In conclusion, we identified a novel splice site variant in the CLCN7 gene. The findings from the present study increase the spectrum of reported CLCN7 gene mutations and advance our knowledge of osteopetrosis. Additionally, it may aid further studies and future research aiming to explain the heterogeneity of osteopetrosis.

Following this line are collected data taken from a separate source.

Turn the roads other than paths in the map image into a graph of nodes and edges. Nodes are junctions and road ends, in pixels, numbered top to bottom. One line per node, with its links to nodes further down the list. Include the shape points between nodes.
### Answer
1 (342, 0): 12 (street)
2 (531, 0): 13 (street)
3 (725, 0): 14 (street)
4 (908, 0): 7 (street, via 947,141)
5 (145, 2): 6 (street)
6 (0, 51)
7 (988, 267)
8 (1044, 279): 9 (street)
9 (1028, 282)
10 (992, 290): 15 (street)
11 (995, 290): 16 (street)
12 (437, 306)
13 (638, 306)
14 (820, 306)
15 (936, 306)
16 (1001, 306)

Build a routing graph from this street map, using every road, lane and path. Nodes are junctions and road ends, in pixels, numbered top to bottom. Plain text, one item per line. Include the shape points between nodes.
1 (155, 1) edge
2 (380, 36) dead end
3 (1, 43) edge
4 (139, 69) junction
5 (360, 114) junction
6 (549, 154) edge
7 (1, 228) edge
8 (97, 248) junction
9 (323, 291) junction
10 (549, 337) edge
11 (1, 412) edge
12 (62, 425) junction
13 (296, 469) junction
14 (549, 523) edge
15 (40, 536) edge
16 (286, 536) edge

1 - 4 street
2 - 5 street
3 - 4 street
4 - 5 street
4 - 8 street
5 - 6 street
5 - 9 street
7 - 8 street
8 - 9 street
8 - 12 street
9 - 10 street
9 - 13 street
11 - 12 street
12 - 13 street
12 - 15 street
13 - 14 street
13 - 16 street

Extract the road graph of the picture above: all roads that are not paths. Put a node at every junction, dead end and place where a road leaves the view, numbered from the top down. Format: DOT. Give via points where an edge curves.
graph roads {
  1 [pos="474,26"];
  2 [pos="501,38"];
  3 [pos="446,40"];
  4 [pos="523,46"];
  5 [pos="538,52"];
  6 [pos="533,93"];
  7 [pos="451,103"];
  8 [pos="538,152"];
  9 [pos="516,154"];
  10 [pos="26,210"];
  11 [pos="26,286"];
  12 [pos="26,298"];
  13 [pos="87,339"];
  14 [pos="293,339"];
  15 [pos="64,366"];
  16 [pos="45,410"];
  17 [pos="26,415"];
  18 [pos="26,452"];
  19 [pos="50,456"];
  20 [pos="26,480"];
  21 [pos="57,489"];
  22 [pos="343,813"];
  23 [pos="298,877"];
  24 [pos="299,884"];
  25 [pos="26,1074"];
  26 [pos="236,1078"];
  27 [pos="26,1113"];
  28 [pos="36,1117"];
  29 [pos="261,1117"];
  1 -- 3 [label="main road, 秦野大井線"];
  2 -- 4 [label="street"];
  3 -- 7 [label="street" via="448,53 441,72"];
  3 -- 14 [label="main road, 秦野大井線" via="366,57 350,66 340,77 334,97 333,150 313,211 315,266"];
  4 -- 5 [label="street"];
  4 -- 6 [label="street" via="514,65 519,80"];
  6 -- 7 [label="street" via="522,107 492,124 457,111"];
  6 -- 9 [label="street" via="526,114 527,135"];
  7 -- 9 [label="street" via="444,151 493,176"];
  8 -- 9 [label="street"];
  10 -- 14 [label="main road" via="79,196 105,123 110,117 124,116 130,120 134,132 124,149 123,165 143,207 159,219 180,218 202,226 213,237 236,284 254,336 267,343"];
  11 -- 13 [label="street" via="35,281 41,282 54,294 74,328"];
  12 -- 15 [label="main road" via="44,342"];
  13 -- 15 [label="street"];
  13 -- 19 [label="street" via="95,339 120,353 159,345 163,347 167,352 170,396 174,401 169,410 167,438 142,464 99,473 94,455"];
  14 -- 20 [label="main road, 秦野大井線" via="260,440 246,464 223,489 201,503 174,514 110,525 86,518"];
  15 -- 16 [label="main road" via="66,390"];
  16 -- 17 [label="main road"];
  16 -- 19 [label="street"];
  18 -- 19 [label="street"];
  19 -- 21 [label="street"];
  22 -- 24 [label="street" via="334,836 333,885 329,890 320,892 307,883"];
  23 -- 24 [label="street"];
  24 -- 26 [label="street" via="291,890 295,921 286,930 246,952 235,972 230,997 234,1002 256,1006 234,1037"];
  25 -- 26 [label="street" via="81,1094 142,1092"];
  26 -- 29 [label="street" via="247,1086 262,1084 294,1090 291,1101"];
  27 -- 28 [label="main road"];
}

Compliance with ethical standards.

6

6 Ethical standards

All procedures followed were following the ethical standards and approved by the research committee of King Abdullah International Medical Research Centre in Riyadh, Saudi Arabia.

Acknowledgments

We are grateful to the patients and their families reported in this article for their genuine support. Researchers Supporting Project number (RSP-2021/214), King Saud University, Riyadh, Saudi Arabia.

Funding sources

No funding is involved.

Ethics statement

Written informed consent was obtained from the patient (father).

Author contributions

Klaab Z, and Umair M, drafted the manuscript. Klaab Z, Al Tuwaijri A, and Alfadhel M collected samples of clinical data, analyzed data, and performed experiments. Alfadhel M edited the manuscript. Conception and design of the work: Aldahmash B, Alfadhel M.

Declaration of Competing Interest

The authors declare that they have no known competing financial interests or personal relationships that could have appeared to influence the work reported in this paper.